RECORDS PROVIDED:

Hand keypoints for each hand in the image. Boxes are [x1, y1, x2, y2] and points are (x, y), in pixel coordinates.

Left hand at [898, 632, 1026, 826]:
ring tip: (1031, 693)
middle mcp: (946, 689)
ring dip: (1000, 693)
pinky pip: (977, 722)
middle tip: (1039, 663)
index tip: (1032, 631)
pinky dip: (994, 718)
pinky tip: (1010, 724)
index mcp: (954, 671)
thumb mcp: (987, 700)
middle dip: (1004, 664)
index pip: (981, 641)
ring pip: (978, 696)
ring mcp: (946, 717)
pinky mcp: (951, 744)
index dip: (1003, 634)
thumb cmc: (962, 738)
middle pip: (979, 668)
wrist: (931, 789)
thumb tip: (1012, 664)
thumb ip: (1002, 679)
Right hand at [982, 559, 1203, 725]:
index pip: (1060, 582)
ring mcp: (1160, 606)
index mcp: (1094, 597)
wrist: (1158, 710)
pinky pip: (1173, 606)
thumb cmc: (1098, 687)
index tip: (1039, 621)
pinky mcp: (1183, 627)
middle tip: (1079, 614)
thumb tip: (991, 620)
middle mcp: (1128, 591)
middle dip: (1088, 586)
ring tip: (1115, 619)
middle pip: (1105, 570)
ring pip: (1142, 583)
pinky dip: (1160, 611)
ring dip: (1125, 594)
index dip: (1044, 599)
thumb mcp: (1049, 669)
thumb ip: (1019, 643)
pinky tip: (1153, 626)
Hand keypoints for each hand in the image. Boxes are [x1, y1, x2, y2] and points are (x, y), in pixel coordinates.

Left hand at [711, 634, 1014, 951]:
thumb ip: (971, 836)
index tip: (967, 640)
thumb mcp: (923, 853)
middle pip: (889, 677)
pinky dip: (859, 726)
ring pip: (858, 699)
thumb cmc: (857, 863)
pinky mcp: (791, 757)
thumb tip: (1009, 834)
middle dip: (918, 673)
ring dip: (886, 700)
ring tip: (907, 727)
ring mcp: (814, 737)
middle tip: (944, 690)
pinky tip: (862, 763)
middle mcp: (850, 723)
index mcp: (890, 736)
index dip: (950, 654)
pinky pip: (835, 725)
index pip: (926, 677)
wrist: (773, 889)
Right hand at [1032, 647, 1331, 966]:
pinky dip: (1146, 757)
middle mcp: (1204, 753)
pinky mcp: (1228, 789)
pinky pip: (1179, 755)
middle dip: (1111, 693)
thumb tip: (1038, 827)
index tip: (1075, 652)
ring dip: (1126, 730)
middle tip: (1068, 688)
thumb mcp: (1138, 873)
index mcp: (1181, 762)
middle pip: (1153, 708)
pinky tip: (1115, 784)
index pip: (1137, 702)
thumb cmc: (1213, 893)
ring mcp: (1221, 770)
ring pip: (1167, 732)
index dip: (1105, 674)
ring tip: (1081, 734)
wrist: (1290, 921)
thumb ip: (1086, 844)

TASK ITEM:
Given the records above, reproduce precisely and only the lines between the line holding "pinky pip: (835, 725)" and the line holding "thumb mcp: (1138, 873)", inclusive.

TASK RESULT:
pinky pip: (835, 725)
index pip: (926, 677)
wrist: (773, 889)
Right hand at [1032, 647, 1331, 966]:
pinky dip: (1146, 757)
middle mcp: (1204, 753)
pinky mcp: (1228, 789)
pinky pip: (1179, 755)
middle dip: (1111, 693)
thumb tip: (1038, 827)
index tip: (1075, 652)
ring dip: (1126, 730)
middle tip: (1068, 688)
thumb mcp: (1138, 873)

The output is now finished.